Our Mini Cooper Convertible lacked the S denoting a turbocharger forcing air through the little 1.6-liter engine. Further crippling it on the performance side was the six-speed-automatic transmission included on our test car. But the most important lesson this car taught us about Mini Coopers was to always opt for the Convenience package, as its lack leaves out phone and MP3 player support.
On the road
You can get a USB port for an iPod and Bluetooth for a phone as an a la carte option, or with the Convenience package, but our 2009 Mini Cooper Convertible came with none, our only solace being the auxiliary input that Mini includes standard. The best cabin gadget in our test car was the convertible top, and we derived some small amusement from the Openometer, an analog gauge--a timer, really--that shows how long the top has been down.
Given the Mini Cooper Convertible's looks, and our past experiences with the Cooper S, we looked forward to an exciting drive. But the put-it-in-drive-to-go automatic served as the first clue toward the lack of thrills. Out on the streets, it quickly became clear that it would take more than half throttle to move the Mini.

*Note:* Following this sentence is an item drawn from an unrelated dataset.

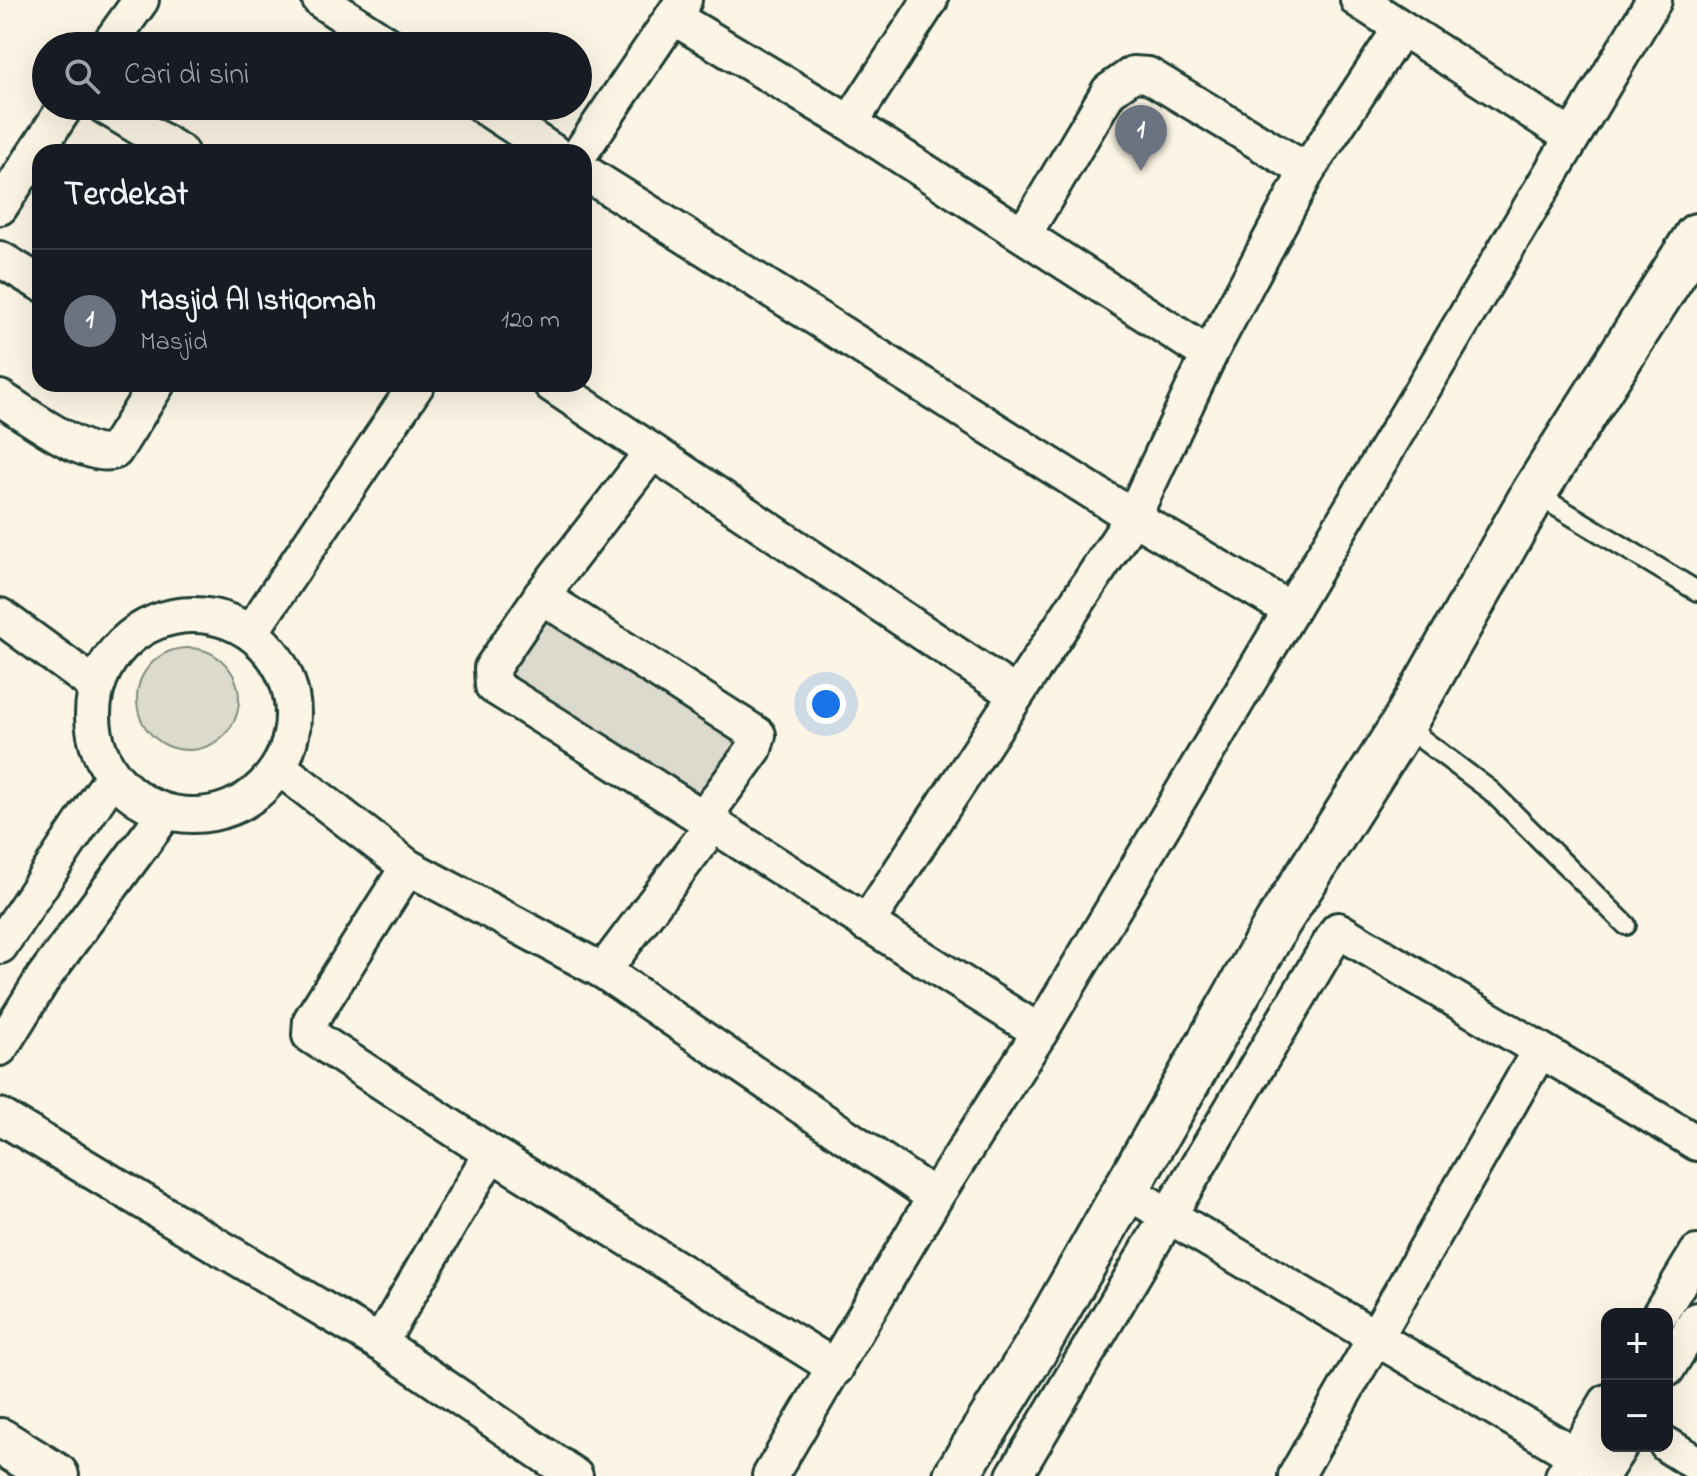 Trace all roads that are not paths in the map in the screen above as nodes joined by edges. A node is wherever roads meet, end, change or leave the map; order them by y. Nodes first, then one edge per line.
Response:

To get anywhere at all, we got used to pushing the pedal all the way to the floor, and even then the car took some time to start turning the wheels.
Fortunately, Minis inherit a dual personality from owner BMW. A little button labeled Sport sits in front of the shifter, which instantly remaps the throttle to provide performance which comes a little closer to excitement. That anemic automatic, as well, has a sport setting, which hangs on to lower gears a little bit longer, letting the engine speed climb. Or there's manual gear selection, using either the shifter or the chunky paddles on the wheel, where you can keep it in second until the engine starts to smoke.
Given these tools, why not keep the Mini in maximum sport mode at all times? We wanted to let it prove it could also meet its EPA numbers, a nice 25 mpg city and 34 mpg highway. So we settled on a routine of hitting the sport button when we needed acceleration, such as a freeway on-ramp, then turning it off for steady cruising. Putting that button on the steering wheel would have been more convenient, but Mini probably didn't intend the Cooper to be driven in this fashion.
Having unlocked what performance the Cooper Convertible had, we took it through our favorite winding road course, and found the handling to be as good as any Mini we've driven. Its tightly tuned steering means quick turn-in, with the stiff body following the front wheel pull neatly. Even lacking the sport suspension option, the Mini is tight enough to minimize body roll.
Driving on these roads would have been more fun if the transmission shifted quicker, although its sport mode did have it readily selecting lower gears as we hit the brakes before the turns. But the standard six-speed-manual transmission is what you really want for winding roads. Mating a low displacement engine to an automatic transmission is like taking the alcohol out of cheap beer: it may be weak, but you could have had some fun with it.